• [YOUR INSTRUCTIONS]
Give an exact copy of every entry.
[[ RECORDS TO USE, beginning ]]
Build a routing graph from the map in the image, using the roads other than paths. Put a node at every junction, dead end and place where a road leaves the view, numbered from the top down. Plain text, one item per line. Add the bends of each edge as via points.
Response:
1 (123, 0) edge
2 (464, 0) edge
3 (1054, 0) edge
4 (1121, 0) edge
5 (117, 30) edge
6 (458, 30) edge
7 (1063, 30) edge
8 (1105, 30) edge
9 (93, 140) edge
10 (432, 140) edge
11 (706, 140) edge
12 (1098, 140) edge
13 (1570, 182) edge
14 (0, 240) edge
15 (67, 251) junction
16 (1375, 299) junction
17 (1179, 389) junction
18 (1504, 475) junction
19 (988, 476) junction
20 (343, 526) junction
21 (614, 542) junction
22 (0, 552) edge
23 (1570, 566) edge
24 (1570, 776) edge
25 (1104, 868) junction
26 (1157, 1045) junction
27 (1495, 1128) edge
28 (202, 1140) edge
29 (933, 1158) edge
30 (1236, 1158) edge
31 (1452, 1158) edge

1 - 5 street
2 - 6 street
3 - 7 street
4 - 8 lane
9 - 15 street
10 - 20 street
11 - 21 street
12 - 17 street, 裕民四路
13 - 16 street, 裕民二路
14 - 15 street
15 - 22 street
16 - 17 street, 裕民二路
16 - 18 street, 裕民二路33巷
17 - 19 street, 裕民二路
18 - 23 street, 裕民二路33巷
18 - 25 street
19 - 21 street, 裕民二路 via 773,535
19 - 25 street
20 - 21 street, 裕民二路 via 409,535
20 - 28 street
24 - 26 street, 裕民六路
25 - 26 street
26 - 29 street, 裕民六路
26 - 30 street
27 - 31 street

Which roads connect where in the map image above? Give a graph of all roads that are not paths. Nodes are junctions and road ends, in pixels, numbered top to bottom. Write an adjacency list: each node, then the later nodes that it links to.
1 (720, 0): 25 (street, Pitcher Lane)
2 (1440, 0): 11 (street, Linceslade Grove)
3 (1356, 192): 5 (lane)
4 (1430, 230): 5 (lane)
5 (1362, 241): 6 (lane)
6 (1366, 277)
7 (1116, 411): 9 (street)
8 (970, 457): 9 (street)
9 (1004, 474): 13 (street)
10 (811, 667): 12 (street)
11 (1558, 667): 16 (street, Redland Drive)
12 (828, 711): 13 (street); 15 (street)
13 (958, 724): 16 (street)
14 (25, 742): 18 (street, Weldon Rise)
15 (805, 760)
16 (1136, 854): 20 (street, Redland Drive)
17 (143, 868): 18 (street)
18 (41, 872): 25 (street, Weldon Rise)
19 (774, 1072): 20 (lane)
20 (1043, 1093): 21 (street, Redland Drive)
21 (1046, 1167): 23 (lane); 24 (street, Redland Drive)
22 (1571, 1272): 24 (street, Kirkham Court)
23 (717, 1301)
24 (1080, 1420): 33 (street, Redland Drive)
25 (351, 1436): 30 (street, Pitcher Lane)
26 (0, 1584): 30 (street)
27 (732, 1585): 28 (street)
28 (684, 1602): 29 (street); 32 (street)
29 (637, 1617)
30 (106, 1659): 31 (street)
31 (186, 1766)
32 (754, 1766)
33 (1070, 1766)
[[ RECORDS TO USE, end ]]
• [EXERCISE SOLUTION]
Build a routing graph from the map in the image, using the roads other than paths. Put a node at every junction, dead end and place where a road leaves the view, numbered from the top down. Plain text, one item per line. Add the bends of each edge as via points.
Response:
1 (123, 0) edge
2 (464, 0) edge
3 (1054, 0) edge
4 (1121, 0) edge
5 (117, 30) edge
6 (458, 30) edge
7 (1063, 30) edge
8 (1105, 30) edge
9 (93, 140) edge
10 (432, 140) edge
11 (706, 140) edge
12 (1098, 140) edge
13 (1570, 182) edge
14 (0, 240) edge
15 (67, 251) junction
16 (1375, 299) junction
17 (1179, 389) junction
18 (1504, 475) junction
19 (988, 476) junction
20 (343, 526) junction
21 (614, 542) junction
22 (0, 552) edge
23 (1570, 566) edge
24 (1570, 776) edge
25 (1104, 868) junction
26 (1157, 1045) junction
27 (1495, 1128) edge
28 (202, 1140) edge
29 (933, 1158) edge
30 (1236, 1158) edge
31 (1452, 1158) edge

1 - 5 street
2 - 6 street
3 - 7 street
4 - 8 lane
9 - 15 street
10 - 20 street
11 - 21 street
12 - 17 street, 裕民四路
13 - 16 street, 裕民二路
14 - 15 street
15 - 22 street
16 - 17 street, 裕民二路
16 - 18 street, 裕民二路33巷
17 - 19 street, 裕民二路
18 - 23 street, 裕民二路33巷
18 - 25 street
19 - 21 street, 裕民二路 via 773,535
19 - 25 street
20 - 21 street, 裕民二路 via 409,535
20 - 28 street
24 - 26 street, 裕民六路
25 - 26 street
26 - 29 street, 裕民六路
26 - 30 street
27 - 31 street

Which roads connect where in the map image above? Give a graph of all roads that are not paths. Nodes are junctions and road ends, in pixels, numbered top to bottom. Write an adjacency list: each node, then the later nodes that it links to.
1 (720, 0): 25 (street, Pitcher Lane)
2 (1440, 0): 11 (street, Linceslade Grove)
3 (1356, 192): 5 (lane)
4 (1430, 230): 5 (lane)
5 (1362, 241): 6 (lane)
6 (1366, 277)
7 (1116, 411): 9 (street)
8 (970, 457): 9 (street)
9 (1004, 474): 13 (street)
10 (811, 667): 12 (street)
11 (1558, 667): 16 (street, Redland Drive)
12 (828, 711): 13 (street); 15 (street)
13 (958, 724): 16 (street)
14 (25, 742): 18 (street, Weldon Rise)
15 (805, 760)
16 (1136, 854): 20 (street, Redland Drive)
17 (143, 868): 18 (street)
18 (41, 872): 25 (street, Weldon Rise)
19 (774, 1072): 20 (lane)
20 (1043, 1093): 21 (street, Redland Drive)
21 (1046, 1167): 23 (lane); 24 (street, Redland Drive)
22 (1571, 1272): 24 (street, Kirkham Court)
23 (717, 1301)
24 (1080, 1420): 33 (street, Redland Drive)
25 (351, 1436): 30 (street, Pitcher Lane)
26 (0, 1584): 30 (street)
27 (732, 1585): 28 (street)
28 (684, 1602): 29 (street); 32 (street)
29 (637, 1617)
30 (106, 1659): 31 (street)
31 (186, 1766)
32 (754, 1766)
33 (1070, 1766)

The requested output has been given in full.